Of course it would also be impossible to talk about ‘Don’t Break the Oath’ without mentioning the vocal style. The banshee scream of King Diamond is now iconic. It took the metal crooning of Rob Halford and Bruce Dickinson to another level, holding notes in the falsetto range throughout the course of the album. To some it sounded like he was aggressively clutching his balls throughout the album, to others it was a truly demonic take on a classic technique.

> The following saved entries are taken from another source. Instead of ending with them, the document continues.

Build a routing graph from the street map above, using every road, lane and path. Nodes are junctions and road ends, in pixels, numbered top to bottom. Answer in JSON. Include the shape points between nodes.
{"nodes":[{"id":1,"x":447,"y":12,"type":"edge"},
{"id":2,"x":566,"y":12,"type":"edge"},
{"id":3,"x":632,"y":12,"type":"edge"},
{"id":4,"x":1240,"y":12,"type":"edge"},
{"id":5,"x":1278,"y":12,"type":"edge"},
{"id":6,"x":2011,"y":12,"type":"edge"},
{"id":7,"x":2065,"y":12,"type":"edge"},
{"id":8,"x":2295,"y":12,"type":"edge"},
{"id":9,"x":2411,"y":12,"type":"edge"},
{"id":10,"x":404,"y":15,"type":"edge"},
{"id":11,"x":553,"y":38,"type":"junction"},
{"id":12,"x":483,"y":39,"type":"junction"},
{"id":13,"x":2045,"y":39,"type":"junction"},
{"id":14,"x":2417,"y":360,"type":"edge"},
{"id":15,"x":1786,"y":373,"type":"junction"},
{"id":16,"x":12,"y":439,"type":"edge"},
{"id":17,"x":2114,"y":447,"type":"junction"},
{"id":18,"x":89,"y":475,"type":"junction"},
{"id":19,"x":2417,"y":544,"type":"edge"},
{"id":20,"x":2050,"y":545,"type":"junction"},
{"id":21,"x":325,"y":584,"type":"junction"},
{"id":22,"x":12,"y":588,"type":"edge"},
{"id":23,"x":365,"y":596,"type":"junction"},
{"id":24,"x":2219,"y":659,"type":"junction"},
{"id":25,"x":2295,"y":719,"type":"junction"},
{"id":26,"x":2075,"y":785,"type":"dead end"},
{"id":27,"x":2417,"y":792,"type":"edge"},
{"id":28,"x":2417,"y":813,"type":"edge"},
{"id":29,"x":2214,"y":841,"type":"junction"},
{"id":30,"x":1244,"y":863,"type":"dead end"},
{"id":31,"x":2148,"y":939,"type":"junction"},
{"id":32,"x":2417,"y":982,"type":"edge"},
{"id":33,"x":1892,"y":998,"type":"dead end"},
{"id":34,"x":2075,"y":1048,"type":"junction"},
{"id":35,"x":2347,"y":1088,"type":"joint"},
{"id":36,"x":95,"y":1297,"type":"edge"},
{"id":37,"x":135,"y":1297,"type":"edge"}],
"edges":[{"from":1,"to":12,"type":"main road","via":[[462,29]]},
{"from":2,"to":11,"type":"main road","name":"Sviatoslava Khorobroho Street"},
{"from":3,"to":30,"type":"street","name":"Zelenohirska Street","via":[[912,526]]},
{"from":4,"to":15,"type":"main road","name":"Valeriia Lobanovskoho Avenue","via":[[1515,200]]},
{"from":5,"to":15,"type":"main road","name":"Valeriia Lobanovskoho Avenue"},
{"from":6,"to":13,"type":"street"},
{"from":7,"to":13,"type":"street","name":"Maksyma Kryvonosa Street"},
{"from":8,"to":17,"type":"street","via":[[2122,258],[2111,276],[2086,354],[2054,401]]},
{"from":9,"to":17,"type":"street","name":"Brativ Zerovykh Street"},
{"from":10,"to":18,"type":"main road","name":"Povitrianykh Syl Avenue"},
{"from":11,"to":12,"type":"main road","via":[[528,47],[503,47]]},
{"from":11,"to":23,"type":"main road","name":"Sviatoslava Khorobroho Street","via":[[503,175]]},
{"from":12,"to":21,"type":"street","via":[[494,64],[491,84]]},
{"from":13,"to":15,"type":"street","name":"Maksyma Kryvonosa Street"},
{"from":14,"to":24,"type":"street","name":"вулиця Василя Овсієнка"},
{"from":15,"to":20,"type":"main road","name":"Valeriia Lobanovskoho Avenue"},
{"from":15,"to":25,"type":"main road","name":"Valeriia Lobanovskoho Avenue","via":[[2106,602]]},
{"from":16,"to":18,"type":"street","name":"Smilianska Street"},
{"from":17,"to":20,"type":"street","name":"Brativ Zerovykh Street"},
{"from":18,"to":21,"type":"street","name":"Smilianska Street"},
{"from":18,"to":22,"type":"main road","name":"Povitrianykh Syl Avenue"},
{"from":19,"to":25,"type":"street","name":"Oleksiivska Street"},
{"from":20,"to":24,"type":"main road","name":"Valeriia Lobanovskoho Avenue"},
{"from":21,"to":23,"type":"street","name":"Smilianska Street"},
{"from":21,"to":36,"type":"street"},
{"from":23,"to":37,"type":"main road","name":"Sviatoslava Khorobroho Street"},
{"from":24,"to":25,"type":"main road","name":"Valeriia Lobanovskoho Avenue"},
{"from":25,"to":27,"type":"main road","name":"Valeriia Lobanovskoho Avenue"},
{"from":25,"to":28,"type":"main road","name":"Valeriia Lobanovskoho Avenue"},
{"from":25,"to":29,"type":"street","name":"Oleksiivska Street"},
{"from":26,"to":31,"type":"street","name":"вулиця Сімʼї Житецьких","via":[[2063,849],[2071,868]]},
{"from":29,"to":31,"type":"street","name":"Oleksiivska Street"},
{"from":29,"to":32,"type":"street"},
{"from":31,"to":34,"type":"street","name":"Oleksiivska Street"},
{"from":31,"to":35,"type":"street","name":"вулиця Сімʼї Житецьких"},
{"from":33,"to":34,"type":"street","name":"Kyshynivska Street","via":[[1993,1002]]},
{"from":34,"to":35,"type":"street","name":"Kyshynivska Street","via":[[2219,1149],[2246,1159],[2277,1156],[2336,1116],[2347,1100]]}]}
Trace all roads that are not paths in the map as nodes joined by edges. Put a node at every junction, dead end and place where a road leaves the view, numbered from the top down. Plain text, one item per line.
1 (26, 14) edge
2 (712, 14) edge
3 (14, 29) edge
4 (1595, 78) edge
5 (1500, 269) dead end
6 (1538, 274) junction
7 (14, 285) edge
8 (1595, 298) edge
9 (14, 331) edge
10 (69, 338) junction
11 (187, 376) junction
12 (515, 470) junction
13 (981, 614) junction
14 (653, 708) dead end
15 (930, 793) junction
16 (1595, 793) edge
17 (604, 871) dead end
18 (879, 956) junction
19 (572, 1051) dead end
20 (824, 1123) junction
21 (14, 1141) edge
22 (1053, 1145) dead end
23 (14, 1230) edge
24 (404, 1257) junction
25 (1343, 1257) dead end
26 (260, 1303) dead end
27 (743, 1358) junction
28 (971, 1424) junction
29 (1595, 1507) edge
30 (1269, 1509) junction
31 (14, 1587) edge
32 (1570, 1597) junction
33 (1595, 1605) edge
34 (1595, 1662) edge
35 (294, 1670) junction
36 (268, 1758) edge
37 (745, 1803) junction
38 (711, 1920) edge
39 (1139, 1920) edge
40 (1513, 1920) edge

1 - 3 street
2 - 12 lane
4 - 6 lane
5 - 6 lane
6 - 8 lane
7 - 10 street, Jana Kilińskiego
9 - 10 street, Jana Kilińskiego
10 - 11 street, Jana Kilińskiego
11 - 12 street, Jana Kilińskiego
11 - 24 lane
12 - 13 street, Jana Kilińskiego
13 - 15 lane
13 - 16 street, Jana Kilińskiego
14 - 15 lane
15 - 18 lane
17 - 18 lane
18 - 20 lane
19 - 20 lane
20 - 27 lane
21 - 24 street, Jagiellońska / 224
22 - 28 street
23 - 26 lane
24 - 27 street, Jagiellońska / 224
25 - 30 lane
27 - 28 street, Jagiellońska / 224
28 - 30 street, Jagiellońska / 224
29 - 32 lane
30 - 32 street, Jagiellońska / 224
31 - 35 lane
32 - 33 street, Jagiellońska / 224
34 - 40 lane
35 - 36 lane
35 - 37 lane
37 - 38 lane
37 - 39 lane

Despite the wildly different approaches of these two pieces, one can hear the music of both ripple through the ages. Sodom’s early output was to be a key influence on the primitive underbelly of black metal, the dark, fast punky, grindcore-infused side, exemplified by Beherit, Impaled Nazarane and Blasphemy. And musically speaking the influence is much more direct and obvious than that of Mercyful Fate to the point where some forget why we name these Danes as early black metal at all. But the fact is, Emperor, Dimmu Borgir, Absu, and any symphonic black metal artists owe a debt to Mercyful Fate, one step further along the neoclassical route away from verse/chorus structures, one step further down the road of serious theatrics, a commitment to a superior artistic experience. These two releases, contemporaries of each other, are two sides of the same extreme coin. One is literally a step further than predecessors in terms of extremity; the other is an extreme take on traditional heavy metal. In terms of music prowess and flare, ‘Don’t Break the Oath’ is by far the superior release. But in terms of music that shines well beyond its means – production, musical ability, or what we have come to expect from dark thrash metal – Sodom is the more surprising work, and punches well above its weight given its runtime. Looking back, it was to prove to be an important 20 minutes of music in the history of extreme metal.